The View | Opinion: Let’s roll Ocean Park and Disneyland into a listed company
‘The government needs to take its 53 per cent share in Hong Kong Disneyland off the taxpayers’ balance sheet’
Beating up on the Hong Kong government’s reinvestment in Hong Kong Disneyland has been all too easy. On some level, it has been like parading officials in stocks in the middle of a medieval village square and allowing residents to pelt them with rotten eggs and vegetables. However, beyond the histrionics and outrage, constructive options are available to creative financial thinkers.
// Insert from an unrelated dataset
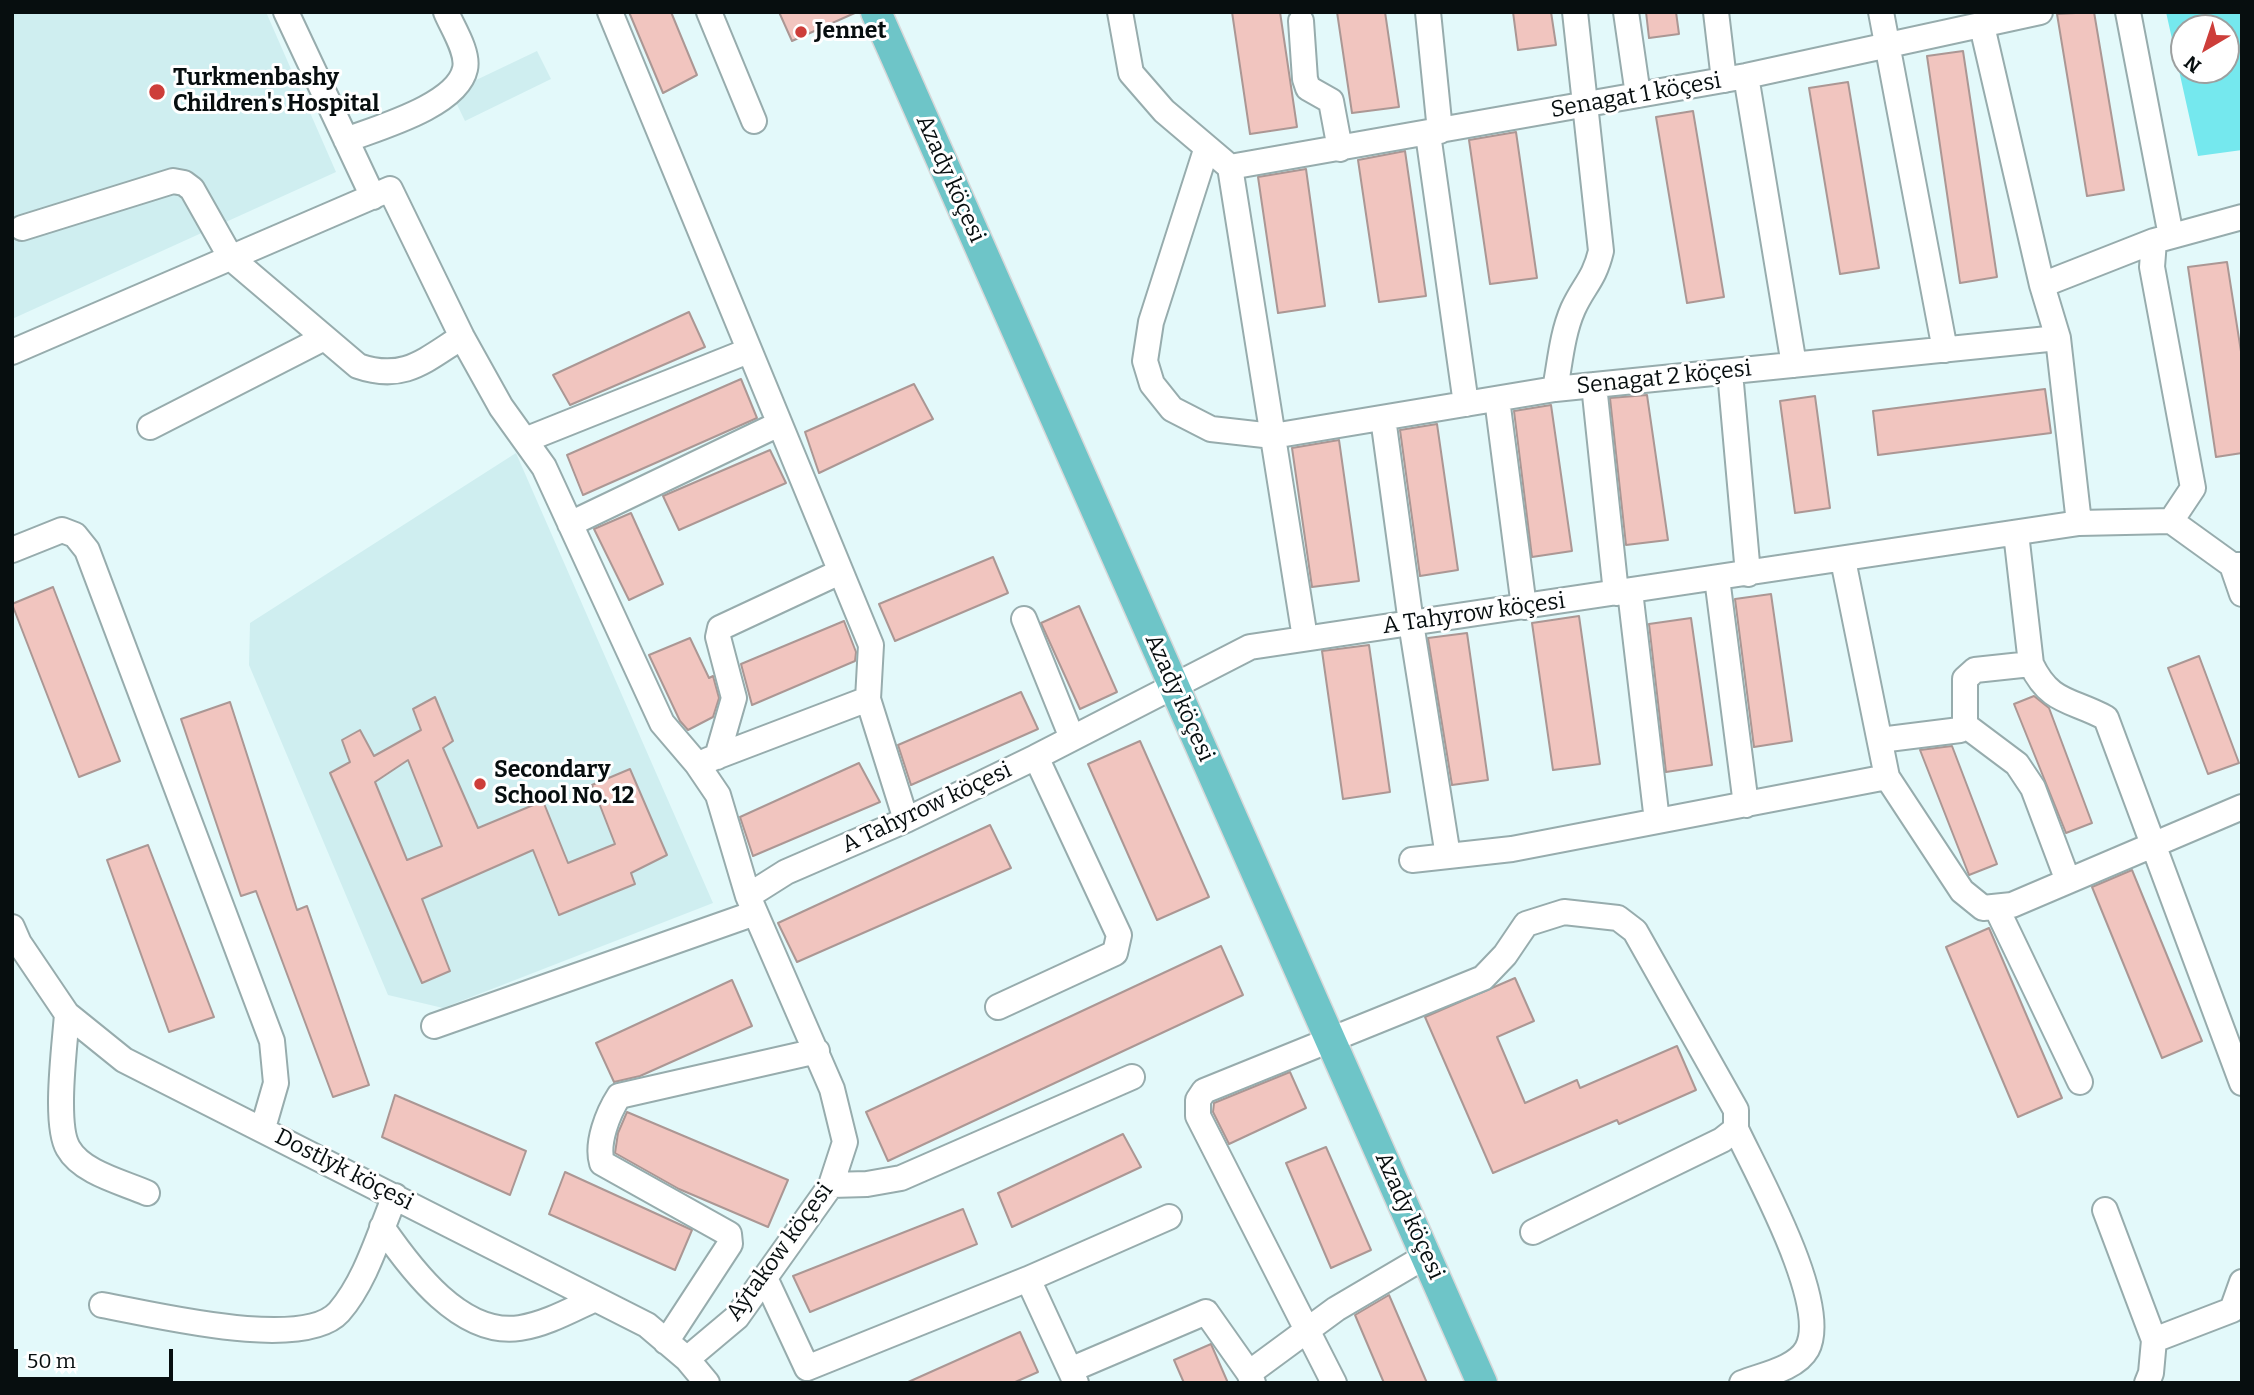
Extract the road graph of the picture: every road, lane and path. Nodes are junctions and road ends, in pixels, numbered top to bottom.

Maintaining the Disney brand’s magic in Hong Kong has proven expensive as tourism conditions deteriorated. The theme park made a loss of HK$171 million (US$22 million) last year, 15.5 per cent higher than its HK$148 million loss in 2015. Moreover, it has made a loss in eight of its 11 years of operation. While the loss tracks the city’s tourism downturn, the entertainment park needs to make improvements to stay contemporary.
A drop in mainland visitors saw overall attendance at the theme park fall 10 per cent to 6.1 million last year. However, mainlanders now only account for a third of the park’s attendance, down from a peak of 50 per cent in 2012 and 2013. Disneyland’s local counterpart Ocean Park suffered a loss of HK$241 million last year, its first deficit since 2003.
Critics scoffed at Secretary for Commerce and Economic Development Gregory So Kam-leung when he told lawmakers that a risk test showed the city could lose up to HK$31.6 billion in economic benefits over 40 years if Disneyland’s visitor numbers shrank by 15 per cent.
Whether or not an economic multiplier is an accurate measurement is neither verifiable nor important now. Critics should realise that past investment amounts in Disneyland should be considered sunk costs. That means it is an expense that has already been incurred and cannot be recovered.